1989年、日経平均株価が3万8915円をピークに下がり始め、2008年11月には一時6994円まで大きく値を下げた。この20年間、日本株の長期投資で成功した人はほとんどいない。2011年の日本経済新聞には「日本株でバイアンドホールド戦略の時代は終わった」との記事。

当時、僕はそもそもどうして株価が上がったり下がったりするのかすらわからなかったので、投資や経済、金融に関する本を200冊以上読んだ。そしたら株はすごく簡単で、成功するために必要な投資戦略は一文で表せることに気がついた。それは「安定した収益が見込める日本株を割安で買い、長期で保有する」だけでいいのだ。僕の結論は当時のコンセンサスとは真逆、非常識だった。

同時に僕は、日本株の長期低迷の原因が不合理で割高なPERであったことを知り、そして当時(2011年)がおよそ40年ぶりの日本株買いチャンスだということがわかった。

僕が投資先を選ぶうえで一番大切にしているのは財務三表のひとつキャッシュフロー計算書だ。
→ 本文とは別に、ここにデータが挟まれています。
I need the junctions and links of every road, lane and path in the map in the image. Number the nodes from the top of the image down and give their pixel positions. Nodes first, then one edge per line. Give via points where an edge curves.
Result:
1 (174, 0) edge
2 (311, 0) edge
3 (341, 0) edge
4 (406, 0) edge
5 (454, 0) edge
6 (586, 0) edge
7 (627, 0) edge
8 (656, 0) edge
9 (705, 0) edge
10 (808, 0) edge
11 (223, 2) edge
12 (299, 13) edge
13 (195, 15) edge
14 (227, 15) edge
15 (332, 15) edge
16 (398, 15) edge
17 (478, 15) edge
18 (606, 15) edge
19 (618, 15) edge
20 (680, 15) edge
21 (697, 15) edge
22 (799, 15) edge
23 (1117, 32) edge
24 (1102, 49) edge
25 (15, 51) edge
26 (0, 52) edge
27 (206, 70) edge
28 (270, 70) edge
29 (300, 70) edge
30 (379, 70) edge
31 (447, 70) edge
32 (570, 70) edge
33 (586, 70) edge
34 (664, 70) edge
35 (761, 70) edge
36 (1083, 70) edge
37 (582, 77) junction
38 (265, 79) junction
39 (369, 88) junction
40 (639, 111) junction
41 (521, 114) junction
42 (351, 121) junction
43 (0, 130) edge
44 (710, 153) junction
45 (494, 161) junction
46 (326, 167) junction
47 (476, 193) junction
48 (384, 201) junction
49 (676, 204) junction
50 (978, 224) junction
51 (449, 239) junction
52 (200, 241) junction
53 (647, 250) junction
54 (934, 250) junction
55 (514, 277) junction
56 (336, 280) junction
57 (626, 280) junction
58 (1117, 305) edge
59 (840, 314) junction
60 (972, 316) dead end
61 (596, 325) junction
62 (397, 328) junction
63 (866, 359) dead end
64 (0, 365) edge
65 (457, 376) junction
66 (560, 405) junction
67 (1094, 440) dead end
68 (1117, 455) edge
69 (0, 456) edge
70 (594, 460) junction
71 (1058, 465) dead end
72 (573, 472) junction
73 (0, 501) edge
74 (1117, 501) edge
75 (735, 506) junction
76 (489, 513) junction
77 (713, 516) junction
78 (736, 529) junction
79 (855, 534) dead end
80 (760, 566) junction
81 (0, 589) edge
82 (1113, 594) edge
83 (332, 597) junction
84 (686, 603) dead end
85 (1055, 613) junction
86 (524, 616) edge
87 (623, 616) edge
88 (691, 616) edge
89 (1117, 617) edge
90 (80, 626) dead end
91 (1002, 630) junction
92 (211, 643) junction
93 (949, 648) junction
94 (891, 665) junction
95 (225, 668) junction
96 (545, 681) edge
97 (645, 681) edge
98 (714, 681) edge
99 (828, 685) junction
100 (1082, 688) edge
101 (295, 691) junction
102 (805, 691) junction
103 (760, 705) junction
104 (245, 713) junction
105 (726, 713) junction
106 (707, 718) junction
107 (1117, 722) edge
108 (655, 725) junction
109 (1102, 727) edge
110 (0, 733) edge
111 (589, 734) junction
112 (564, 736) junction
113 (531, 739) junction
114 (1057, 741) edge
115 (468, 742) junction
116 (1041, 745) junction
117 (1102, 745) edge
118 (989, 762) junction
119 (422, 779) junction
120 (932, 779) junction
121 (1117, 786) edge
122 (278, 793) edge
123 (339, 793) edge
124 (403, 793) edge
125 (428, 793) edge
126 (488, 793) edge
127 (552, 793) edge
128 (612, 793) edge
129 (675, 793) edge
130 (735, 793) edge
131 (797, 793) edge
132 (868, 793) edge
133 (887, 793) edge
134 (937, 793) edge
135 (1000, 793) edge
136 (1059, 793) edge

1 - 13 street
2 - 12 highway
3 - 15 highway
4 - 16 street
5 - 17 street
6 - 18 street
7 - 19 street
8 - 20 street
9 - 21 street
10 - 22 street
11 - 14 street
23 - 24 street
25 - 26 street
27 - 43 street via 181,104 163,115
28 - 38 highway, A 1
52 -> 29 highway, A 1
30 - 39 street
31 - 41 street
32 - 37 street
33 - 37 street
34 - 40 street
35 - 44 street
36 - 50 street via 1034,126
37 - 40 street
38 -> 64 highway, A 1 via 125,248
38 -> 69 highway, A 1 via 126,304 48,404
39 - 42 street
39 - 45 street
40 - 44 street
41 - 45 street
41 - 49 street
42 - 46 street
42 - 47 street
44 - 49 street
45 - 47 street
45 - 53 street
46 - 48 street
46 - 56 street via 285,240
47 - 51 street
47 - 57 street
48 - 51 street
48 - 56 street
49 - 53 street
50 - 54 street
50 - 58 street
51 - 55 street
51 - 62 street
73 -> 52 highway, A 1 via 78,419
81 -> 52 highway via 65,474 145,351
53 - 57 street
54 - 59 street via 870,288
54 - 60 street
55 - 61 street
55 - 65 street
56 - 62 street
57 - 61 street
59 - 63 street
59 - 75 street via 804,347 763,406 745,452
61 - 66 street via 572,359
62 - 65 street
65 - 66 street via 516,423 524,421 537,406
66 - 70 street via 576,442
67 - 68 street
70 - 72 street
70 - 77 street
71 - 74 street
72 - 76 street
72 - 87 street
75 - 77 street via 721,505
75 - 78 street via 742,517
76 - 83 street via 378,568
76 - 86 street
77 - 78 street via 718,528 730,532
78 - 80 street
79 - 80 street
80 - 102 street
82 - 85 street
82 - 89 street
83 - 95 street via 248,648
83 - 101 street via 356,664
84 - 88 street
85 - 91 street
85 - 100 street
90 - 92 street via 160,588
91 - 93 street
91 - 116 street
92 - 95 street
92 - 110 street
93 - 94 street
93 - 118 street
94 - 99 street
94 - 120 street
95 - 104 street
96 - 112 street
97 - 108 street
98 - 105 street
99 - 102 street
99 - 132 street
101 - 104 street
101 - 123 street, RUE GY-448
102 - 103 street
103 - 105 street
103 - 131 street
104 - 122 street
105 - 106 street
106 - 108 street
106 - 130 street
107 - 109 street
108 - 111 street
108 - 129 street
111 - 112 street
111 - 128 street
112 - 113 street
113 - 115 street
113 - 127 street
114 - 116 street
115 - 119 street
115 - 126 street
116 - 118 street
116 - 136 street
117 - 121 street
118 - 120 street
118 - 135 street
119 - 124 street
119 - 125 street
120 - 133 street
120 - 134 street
売上高や利益が記載されている損益計算書が「会社の意見」と言われているのに対して、キャッシュフロー計算書は「事実」と言われている。つまり損益は誤魔化しやすく、キャッシュは誤魔化しにくいのだ。

僕は上場企業3600社を、営業利益率やROEなどの簡単な指標を使ってスクリーニングした後、残った150社分のキャッシュフロー計算書を総て読んだ。そして僕はわずか一銘柄に2000万円集中投資した。

僕が150社分のキャッシュフロー計算書を閲覧した方法は、各企業のIRから有価証券報告書を見てなんて面倒なことはしない。実はGMOクリック証券
を使えば150社分のキャッシュフロー計算書なんてサクッと読めてしまうのだ。僕は誰よりもたくさんのキャッシュフロー計算書を読んできた。そして今でも気になった銘柄のキャッシュフロー計算書は必ずチェックする。

ピーターリンチの言葉を借りれば、誰よりも多くの石ころをひっくり返した者だけが、宝石を見つけることができるとのこと。石ころをひっくり返すのも、たくさんのキャッシュフロー計算書を読むのもやったもん勝ち。